Adhiyajnya (Principle Sacrifice) One who extinguishes the I-am-the-body feeling is the Adhiyajnya (Principle Sacrifice) in the body. Secondly, I am both Adhibhuta and Adhidaivata but just as pure gold mixed with impurity has to be called impure as long as it is associated with the impurity, this Adhibhuta etc. as long as they are veiled by ignorance must be considered different from the Supreme Brahman. Otherwise they are not different. (8:37-41) When the I-am-the-body feeling vanishes, the original unity with the Brahman becomes evident. Where this happens, that Adhiyajnya is Me. (8:45) It was by keeping this in mind that I had told you earlier (v. 4th Ch) that all yajnas are created through actions. I am opening to you the wealth of liberation where all living things ultimately come to rest. Avoid sense-pleasures by control of the senses with dispassionate attitude. Then adopting the yoga technique using Vajrasana, breath and mind control, attain knowledge. Once knowledge merges into the subject of knowledge only the subject that is Brahman remains. That subject is called Adhiyajnya. (8:46-53) As I told you just now, those who know Me as Adhiyajnya from beginning to the end consider the body to be a mere cover and dwell in the Self. Such a person does not have awareness about external matters. He who thus becomes one with me from outside as well as inside, sheds the layers of the five principles from his body automatically. He who is not aware of his body even while living does not feel grief from death. A vessel immersed in water has water inside as well as outside. Does water break if the vessel breaks? Similarly even if body gets destroyed, Brahman continues to be everywhere and therefore how can the intellect which has become one with it get destroyed? Therefore those who remember me at the time of death become one with me. (8:59-68)

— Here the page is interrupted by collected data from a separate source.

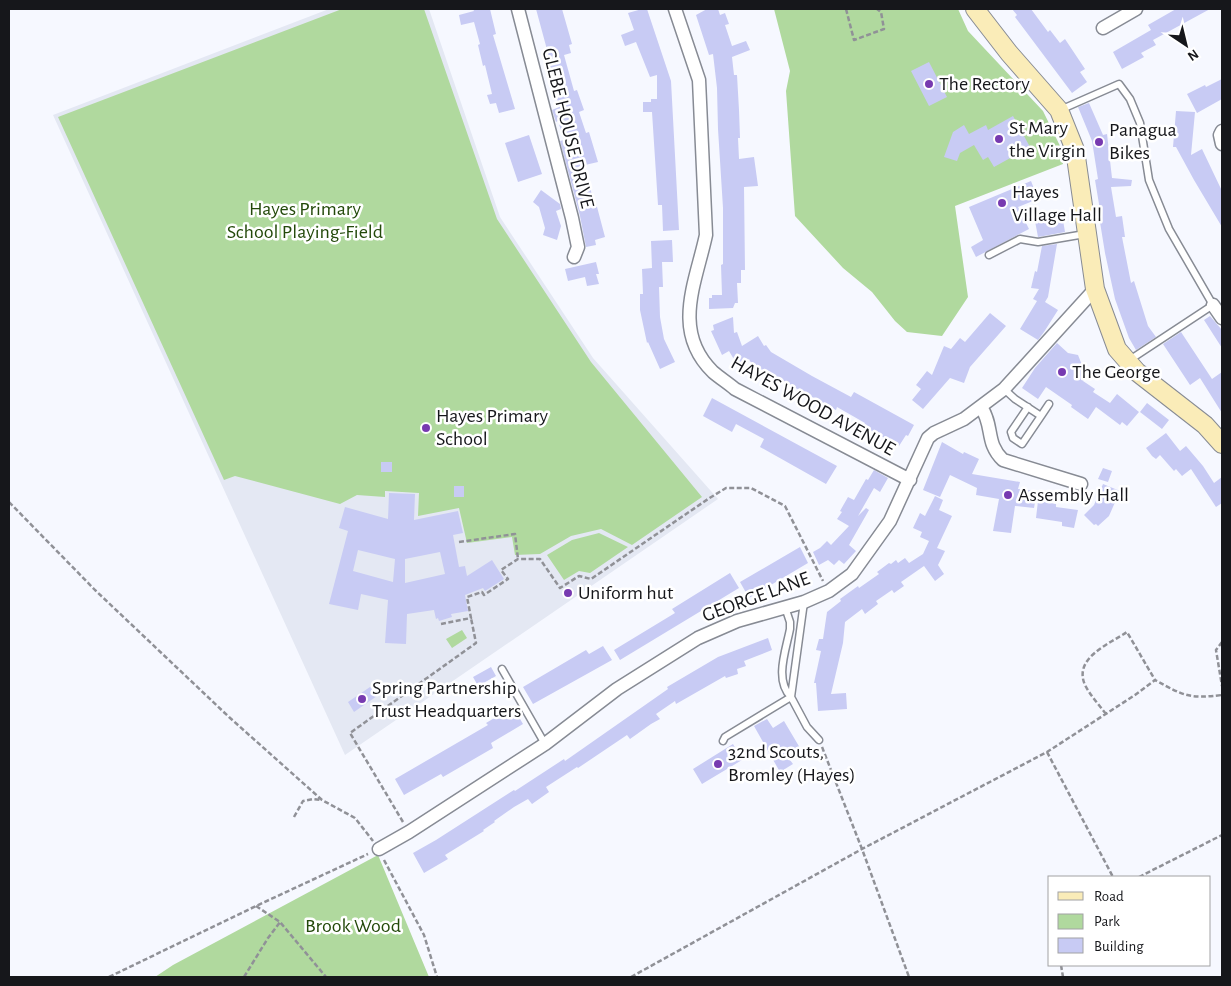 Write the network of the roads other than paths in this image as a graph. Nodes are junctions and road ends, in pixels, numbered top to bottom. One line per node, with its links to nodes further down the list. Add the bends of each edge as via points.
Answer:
1 (518, 9): 11 (street, GLEBE HOUSE DRIVE, via 572,218 578,247)
2 (675, 9): 22 (street, HAYES WOOD AVENUE, via 699,80 706,235 688,310 692,337 701,356 713,372 735,389)
3 (975, 9): 6 (main road)
4 (1136, 9): 5 (street)
5 (1102, 28)
6 (1059, 110): 9 (main road, via 1075,150); 13 (lane, via 1119,84 1140,123 1149,180 1168,229)
7 (1222, 130): 8 (street)
8 (1222, 144)
9 (1087, 234): 10 (lane, via 1038,242 1020,239); 12 (main road)
10 (989, 255)
11 (574, 257)
12 (1095, 289): 15 (main road, via 1117,349); 16 (street, GEORGE LANE)
13 (1213, 305): 14 (street); 15 (lane)
14 (1222, 318)
15 (1127, 361): 21 (main road, via 1205,425)
16 (1004, 389): 18 (street, GEORGE LANE); 19 (lane)
17 (1049, 404): 20 (lane)
18 (981, 407): 22 (street, GEORGE LANE, via 928,438); 23 (street, via 988,422 991,445 1003,460)
19 (1028, 407): 20 (lane); 20 (lane, via 1011,432 1015,440 1022,444)
20 (1041, 416)
21 (1222, 444)
22 (910, 480): 24 (street, GEORGE LANE, via 890,521 852,574 829,591)
23 (1081, 484)
24 (804, 602): 25 (street, GEORGE LANE); 27 (lane)
25 (785, 607): 27 (lane, via 790,629 782,676 783,686); 30 (street, GEORGE LANE, via 737,621 698,638 617,689)
26 (502, 669): 30 (lane)
27 (791, 697): 28 (lane, via 807,727); 29 (lane, via 724,737)
28 (820, 740)
29 (723, 741)
30 (545, 744): 31 (street, GEORGE LANE)
31 (378, 849)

The normal rule is that after death a person attains that state which is in his mind at the time of death. He cannot avoid it. Just as one dreams of things which are constantly in mind while awake, whatever one longs for in life comes to the mind at the time of death and he attains that state. Therefore make a habit of always remembering me. Consider whatever you hear, think, see, speak is Me throughout then I am always with you. I assure you that if you offer your mind and intellect to me then you will attain only Me. If you doubt this then experience it by practising it. (8:69-80)

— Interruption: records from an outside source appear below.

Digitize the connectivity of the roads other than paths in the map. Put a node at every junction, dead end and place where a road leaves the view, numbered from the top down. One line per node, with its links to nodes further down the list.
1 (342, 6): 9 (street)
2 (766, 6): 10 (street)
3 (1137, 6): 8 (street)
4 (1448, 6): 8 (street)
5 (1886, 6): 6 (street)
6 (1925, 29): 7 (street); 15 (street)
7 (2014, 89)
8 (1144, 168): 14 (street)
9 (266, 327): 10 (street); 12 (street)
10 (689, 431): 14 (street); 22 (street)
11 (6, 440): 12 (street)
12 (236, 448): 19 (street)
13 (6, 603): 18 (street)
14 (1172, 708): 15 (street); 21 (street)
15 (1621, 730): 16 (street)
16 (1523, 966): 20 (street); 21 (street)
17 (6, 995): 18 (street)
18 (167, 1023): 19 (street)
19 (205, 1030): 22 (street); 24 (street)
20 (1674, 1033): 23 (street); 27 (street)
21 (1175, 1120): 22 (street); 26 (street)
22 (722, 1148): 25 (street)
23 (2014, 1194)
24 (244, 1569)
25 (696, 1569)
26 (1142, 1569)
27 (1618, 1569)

Purify your conscious mind by this practice and lead it to spiritual path. If the mind which takes one here and there gets engrossed in the Self then who cares or remembers whether the body exists or not? The mind merges with consciousness which is solid bliss. (8:81-85)


With the knowledge that the faultless Brahman is formless and without birth and death, that It witnesses all, is older than the sky and subtler than the atom, that the affairs of the world go on by association with It, that It gives birth to all the visible world, that the world lives by It, that It is beyond logic and beyond imagination, that eyes cannot see even in broad daylight, that like a sunbeam It always appears lustrous to men of knowledge, that It never sets, he who concentrates on It with steady mind at the time of death, while outwardly, sitting in the lotus position facing north, with the eternal bliss gained by practising desireless actions (Karmayoga) and with the love of Self-realisation and using the yogic techniques mastered for attaining it quickly, he brings the life-force (Prana) from the centre (Chakra) of fire or energy (i.e. Manipur Chakra near the navel) through the central nerve that is the Sushumna route to the Brahmarandhra or aperture on the crown, where the life-force merges with the sky-principle. The immobile mind and the life force appear outwardly to have merged. But because the mind has become stable and devotion steady, and with the strength of the yogic power that life-force eliminates the movable; and then the immovable enters the centre of the eyebrows and vanishes there. Just as the sound of a bell vanishes in the bell itself, the devotee leaves his body and merges into pure Brahman which is my lustrous form. (8:86-99).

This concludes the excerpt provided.